[Collected data entries]
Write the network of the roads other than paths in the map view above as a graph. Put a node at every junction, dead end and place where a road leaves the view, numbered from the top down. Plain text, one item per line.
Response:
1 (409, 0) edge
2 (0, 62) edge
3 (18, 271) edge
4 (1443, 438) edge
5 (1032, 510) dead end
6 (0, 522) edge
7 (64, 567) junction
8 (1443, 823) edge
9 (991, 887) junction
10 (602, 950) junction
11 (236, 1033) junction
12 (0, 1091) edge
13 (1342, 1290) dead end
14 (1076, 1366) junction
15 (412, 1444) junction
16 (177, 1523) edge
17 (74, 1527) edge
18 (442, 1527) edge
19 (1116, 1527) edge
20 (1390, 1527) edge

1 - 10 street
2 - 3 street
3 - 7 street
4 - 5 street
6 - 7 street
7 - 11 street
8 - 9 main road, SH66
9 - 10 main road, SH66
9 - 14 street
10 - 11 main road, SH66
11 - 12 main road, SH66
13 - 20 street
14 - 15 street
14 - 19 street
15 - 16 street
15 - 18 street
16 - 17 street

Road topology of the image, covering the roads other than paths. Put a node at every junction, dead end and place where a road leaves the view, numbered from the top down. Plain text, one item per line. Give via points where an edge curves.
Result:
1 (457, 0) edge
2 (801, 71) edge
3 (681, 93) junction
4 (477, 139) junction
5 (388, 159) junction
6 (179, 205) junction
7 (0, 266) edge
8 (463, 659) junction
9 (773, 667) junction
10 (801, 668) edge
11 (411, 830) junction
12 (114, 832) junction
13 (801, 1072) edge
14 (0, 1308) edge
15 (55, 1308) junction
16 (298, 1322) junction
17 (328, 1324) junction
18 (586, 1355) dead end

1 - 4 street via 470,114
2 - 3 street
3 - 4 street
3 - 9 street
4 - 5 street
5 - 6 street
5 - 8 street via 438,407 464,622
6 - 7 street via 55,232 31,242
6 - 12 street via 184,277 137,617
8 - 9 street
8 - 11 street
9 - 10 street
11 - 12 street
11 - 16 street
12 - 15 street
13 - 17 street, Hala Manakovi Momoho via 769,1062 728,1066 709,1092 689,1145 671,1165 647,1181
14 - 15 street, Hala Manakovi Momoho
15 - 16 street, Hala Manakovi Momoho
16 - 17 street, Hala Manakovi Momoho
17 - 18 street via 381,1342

TASK REQUIREMENTS - The task requires each record above to be restated exactly.

RESULT OF THIS TASK -
Write the network of the roads other than paths in the map view above as a graph. Put a node at every junction, dead end and place where a road leaves the view, numbered from the top down. Plain text, one item per line.
Response:
1 (409, 0) edge
2 (0, 62) edge
3 (18, 271) edge
4 (1443, 438) edge
5 (1032, 510) dead end
6 (0, 522) edge
7 (64, 567) junction
8 (1443, 823) edge
9 (991, 887) junction
10 (602, 950) junction
11 (236, 1033) junction
12 (0, 1091) edge
13 (1342, 1290) dead end
14 (1076, 1366) junction
15 (412, 1444) junction
16 (177, 1523) edge
17 (74, 1527) edge
18 (442, 1527) edge
19 (1116, 1527) edge
20 (1390, 1527) edge

1 - 10 street
2 - 3 street
3 - 7 street
4 - 5 street
6 - 7 street
7 - 11 street
8 - 9 main road, SH66
9 - 10 main road, SH66
9 - 14 street
10 - 11 main road, SH66
11 - 12 main road, SH66
13 - 20 street
14 - 15 street
14 - 19 street
15 - 16 street
15 - 18 street
16 - 17 street

Road topology of the image, covering the roads other than paths. Put a node at every junction, dead end and place where a road leaves the view, numbered from the top down. Plain text, one item per line. Give via points where an edge curves.
Result:
1 (457, 0) edge
2 (801, 71) edge
3 (681, 93) junction
4 (477, 139) junction
5 (388, 159) junction
6 (179, 205) junction
7 (0, 266) edge
8 (463, 659) junction
9 (773, 667) junction
10 (801, 668) edge
11 (411, 830) junction
12 (114, 832) junction
13 (801, 1072) edge
14 (0, 1308) edge
15 (55, 1308) junction
16 (298, 1322) junction
17 (328, 1324) junction
18 (586, 1355) dead end

1 - 4 street via 470,114
2 - 3 street
3 - 4 street
3 - 9 street
4 - 5 street
5 - 6 street
5 - 8 street via 438,407 464,622
6 - 7 street via 55,232 31,242
6 - 12 street via 184,277 137,617
8 - 9 street
8 - 11 street
9 - 10 street
11 - 12 street
11 - 16 street
12 - 15 street
13 - 17 street, Hala Manakovi Momoho via 769,1062 728,1066 709,1092 689,1145 671,1165 647,1181
14 - 15 street, Hala Manakovi Momoho
15 - 16 street, Hala Manakovi Momoho
16 - 17 street, Hala Manakovi Momoho
17 - 18 street via 381,1342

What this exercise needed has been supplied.